In between albums — or when you were dealing with legal issues — how were you able to find an outlet to keep in touch with that joy?
I never formally took a break or stopped recording, or stopped playing piano or stopped playing shows. I will say, though, there were times when I wasn’t at my best, and aggressively so — [I had a] full commitment to going into my worst. I’d done that a few times over my life, where I either gave up hope or I was tricked into thinking that the worst I could be was somehow the answer. And I gave myself over to that [sentiment] with more fervent enthusiasm than I’d ever done before.

That lasted for many years, and maybe I just [needed] that final test to show myself that that wasn’t the answer. Of course, I already knew that, but sometimes you have to experience it to really drive the point home.

When it got really dark, how did you turn it around?
There was one point when I realized I possibly wasn’t going to be able to do this work anymore ever again — you know, that I could fully fall into that abyss and let go and that would be it. But I felt a sense of guilt: I’d had all these incredible opportunities and all these amazing people give so much to me and give me so many chances. I had this life that was so spectacular, and I was going to throw it away for nothing — out of laziness or weakness, or out of spite to destroy it intentionally. It’s malevolent and sinister to take a beautiful thing and crush it — I’ve always been very susceptible to that. My life has been trying to find ways to subvert those impulses and redirect that sadistic urge toward a positive outcome. It’s really just turning lead into gold — the very age-old story of trying to become worthy of your own life.

Like a lot of people, I loved your Village Voice advice column. Did you feel anxious knowing that readers were turning to you during their darkest moments?
Well, the questions were anonymous — I didn’t know the person, and I didn’t even have their name. So that was helpful: It just presented the question as a question about life that I could relate to. Not to say that it took away the reality of that question actually being from a real person that has a real life that’s dealing with real situations and real problems. But approaching it in a very detached way was necessary.

Basically, I’d imagine, What would the greatest human being in the world say? If I could put myself in the highest mind that I have the capacity to reach, what would emerge as an answer? It was an enjoyable but challenging and deeply rewarding exercise. I realized that I myself and everybody else does have a higher mind that exists if we quiet all those irritating and nagging voices that are distracting us from what would be the right thing to do and the right way to live.

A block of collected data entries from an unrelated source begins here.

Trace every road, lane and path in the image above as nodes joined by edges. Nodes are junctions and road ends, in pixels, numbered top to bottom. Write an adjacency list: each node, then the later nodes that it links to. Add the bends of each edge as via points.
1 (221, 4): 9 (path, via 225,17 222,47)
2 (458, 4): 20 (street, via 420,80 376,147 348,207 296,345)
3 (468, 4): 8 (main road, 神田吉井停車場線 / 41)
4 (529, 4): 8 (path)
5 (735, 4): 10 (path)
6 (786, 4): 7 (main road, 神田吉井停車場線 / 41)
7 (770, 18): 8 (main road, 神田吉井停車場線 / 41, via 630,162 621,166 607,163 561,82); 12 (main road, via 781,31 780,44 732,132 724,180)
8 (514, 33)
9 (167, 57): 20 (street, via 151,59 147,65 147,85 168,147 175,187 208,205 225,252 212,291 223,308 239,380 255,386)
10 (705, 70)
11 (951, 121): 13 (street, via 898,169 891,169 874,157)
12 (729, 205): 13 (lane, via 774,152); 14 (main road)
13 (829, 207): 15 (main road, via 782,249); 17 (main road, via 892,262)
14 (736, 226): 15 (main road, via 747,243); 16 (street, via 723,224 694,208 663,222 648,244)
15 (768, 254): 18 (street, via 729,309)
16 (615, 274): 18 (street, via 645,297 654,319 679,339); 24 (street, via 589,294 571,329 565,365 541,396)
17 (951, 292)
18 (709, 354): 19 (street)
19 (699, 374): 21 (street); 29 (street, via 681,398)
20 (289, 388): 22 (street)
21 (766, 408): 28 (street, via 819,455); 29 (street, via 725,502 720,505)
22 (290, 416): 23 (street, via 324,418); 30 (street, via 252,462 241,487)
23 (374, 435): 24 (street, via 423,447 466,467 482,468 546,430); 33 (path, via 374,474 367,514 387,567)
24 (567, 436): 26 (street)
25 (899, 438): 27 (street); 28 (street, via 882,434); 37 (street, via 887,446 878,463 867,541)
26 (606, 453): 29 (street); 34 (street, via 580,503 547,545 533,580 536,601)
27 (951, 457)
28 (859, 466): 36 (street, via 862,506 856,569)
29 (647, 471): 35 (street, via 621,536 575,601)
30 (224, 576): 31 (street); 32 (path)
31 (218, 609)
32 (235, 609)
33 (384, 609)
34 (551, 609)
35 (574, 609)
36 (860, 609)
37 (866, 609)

It doesn’t mean we’ll always be correct, but there is this sort of upward trend toward some point of invisible perfection that we can at least inch toward. I’d imagine, What would my mom say? Or, If I was to talk to a wizard, what would a wizard tell me to do in this situation? But this is a very traditional exercise, giving yourself access to the best part of yourself and trying to live from that point of observation and action.

You’re not a guy who writes many love songs. Why is that?
I mean, they’re all love songs in my mind. They’re all love songs about life, about partying, about music. Pure love defies our ability to attach it to a certain dynamic. That’s the ultimate — the love of reality, the love of god, the love of all things that we can — and can’t — fathom.

I’m probably biting off more than I can chew, but to me, that love is the feeling that a great chord change gives. Love is what you’re feeling when a drum-fill hits you that certain way. Love is the feeling that makes music come to life in your soul, but it’s not romantic love in the traditional sense. I mean, romantic love is a reflection of that. This highest form of love — it’s not able to be understood or described, but it is able to be experienced, and music is one of the ways to get there.